[PROVIDED ENTRIES Boundary: Start]

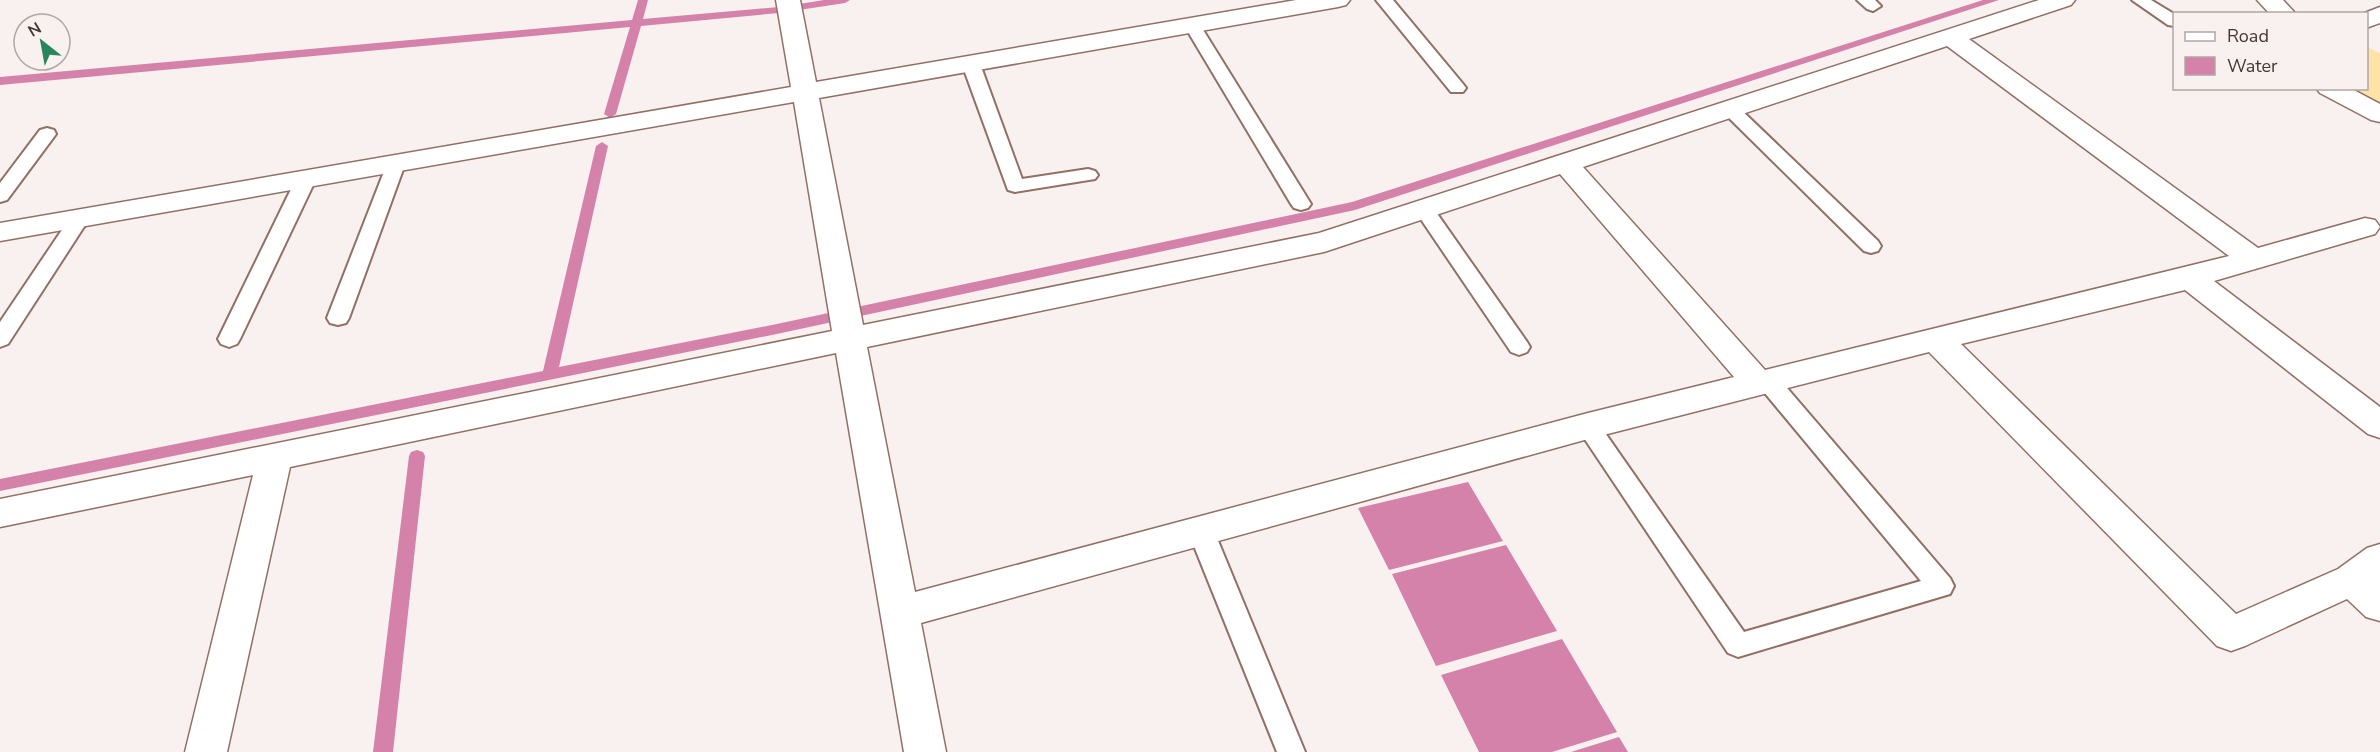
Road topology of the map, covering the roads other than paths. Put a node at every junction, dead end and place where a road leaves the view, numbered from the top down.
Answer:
1 (788, 0) edge
2 (1338, 0) edge
3 (1384, 0) edge
4 (2063, 0) edge
5 (2140, 0) edge
6 (2269, 0) edge
7 (2282, 12) edge
8 (2173, 20) edge
9 (1192, 25) junction
10 (1950, 37) junction
11 (971, 64) junction
12 (1457, 88) dead end
13 (2333, 90) edge
14 (806, 93) junction
15 (1730, 109) junction
16 (2380, 114) edge
17 (47, 134) dead end
18 (1565, 163) junction
19 (396, 164) junction
20 (1088, 175) dead end
21 (306, 179) junction
22 (0, 196) edge
23 (1301, 204) dead end
24 (1424, 209) junction
25 (79, 219) junction
26 (2365, 227) dead end
27 (0, 232) edge
28 (1871, 246) dead end
29 (2253, 259) junction
30 (2190, 278) junction
31 (339, 318) dead end
32 (846, 323) junction
33 (0, 339) edge
34 (230, 339) dead end
35 (1936, 339) junction
36 (1519, 347) dead end
37 (1762, 381) junction
38 (2380, 425) edge
39 (1588, 426) junction
40 (275, 457) junction
41 (0, 513) edge
42 (1201, 531) junction
43 (2366, 569) edge
44 (2380, 605) edge
45 (899, 613) junction
46 (206, 752) edge
47 (925, 752) edge
48 (1291, 752) edge

1 - 14 street
2 - 9 street
3 - 12 lane
4 - 10 street
5 - 8 lane
6 - 7 street
9 - 11 street
9 - 23 lane
10 - 15 street
10 - 29 street
11 - 14 street
11 - 20 lane
13 - 16 street
14 - 19 street
14 - 32 street
15 - 18 street
15 - 28 lane
17 - 22 lane
18 - 24 street
18 - 37 street
19 - 21 street
19 - 31 lane
21 - 25 street
21 - 34 lane
24 - 32 street
24 - 36 lane
25 - 27 street
25 - 33 lane
26 - 29 street
29 - 30 street
30 - 35 street
30 - 38 street
32 - 40 street
32 - 45 street
35 - 37 street
35 - 43 street
37 - 39 street
37 - 39 lane
39 - 42 street
40 - 41 street
40 - 46 street
42 - 45 street
42 - 48 lane
43 - 44 street
45 - 47 street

[PROVIDED ENTRIES Boundary: End]

- **WHAT NEEDS TO BE DONE**
Transcribe the entries word for word, without their pictures.

- **RESULT OF THE TASK**
Road topology of the map, covering the roads other than paths. Put a node at every junction, dead end and place where a road leaves the view, numbered from the top down.
Answer:
1 (788, 0) edge
2 (1338, 0) edge
3 (1384, 0) edge
4 (2063, 0) edge
5 (2140, 0) edge
6 (2269, 0) edge
7 (2282, 12) edge
8 (2173, 20) edge
9 (1192, 25) junction
10 (1950, 37) junction
11 (971, 64) junction
12 (1457, 88) dead end
13 (2333, 90) edge
14 (806, 93) junction
15 (1730, 109) junction
16 (2380, 114) edge
17 (47, 134) dead end
18 (1565, 163) junction
19 (396, 164) junction
20 (1088, 175) dead end
21 (306, 179) junction
22 (0, 196) edge
23 (1301, 204) dead end
24 (1424, 209) junction
25 (79, 219) junction
26 (2365, 227) dead end
27 (0, 232) edge
28 (1871, 246) dead end
29 (2253, 259) junction
30 (2190, 278) junction
31 (339, 318) dead end
32 (846, 323) junction
33 (0, 339) edge
34 (230, 339) dead end
35 (1936, 339) junction
36 (1519, 347) dead end
37 (1762, 381) junction
38 (2380, 425) edge
39 (1588, 426) junction
40 (275, 457) junction
41 (0, 513) edge
42 (1201, 531) junction
43 (2366, 569) edge
44 (2380, 605) edge
45 (899, 613) junction
46 (206, 752) edge
47 (925, 752) edge
48 (1291, 752) edge

1 - 14 street
2 - 9 street
3 - 12 lane
4 - 10 street
5 - 8 lane
6 - 7 street
9 - 11 street
9 - 23 lane
10 - 15 street
10 - 29 street
11 - 14 street
11 - 20 lane
13 - 16 street
14 - 19 street
14 - 32 street
15 - 18 street
15 - 28 lane
17 - 22 lane
18 - 24 street
18 - 37 street
19 - 21 street
19 - 31 lane
21 - 25 street
21 - 34 lane
24 - 32 street
24 - 36 lane
25 - 27 street
25 - 33 lane
26 - 29 street
29 - 30 street
30 - 35 street
30 - 38 street
32 - 40 street
32 - 45 street
35 - 37 street
35 - 43 street
37 - 39 street
37 - 39 lane
39 - 42 street
40 - 41 street
40 - 46 street
42 - 45 street
42 - 48 lane
43 - 44 street
45 - 47 street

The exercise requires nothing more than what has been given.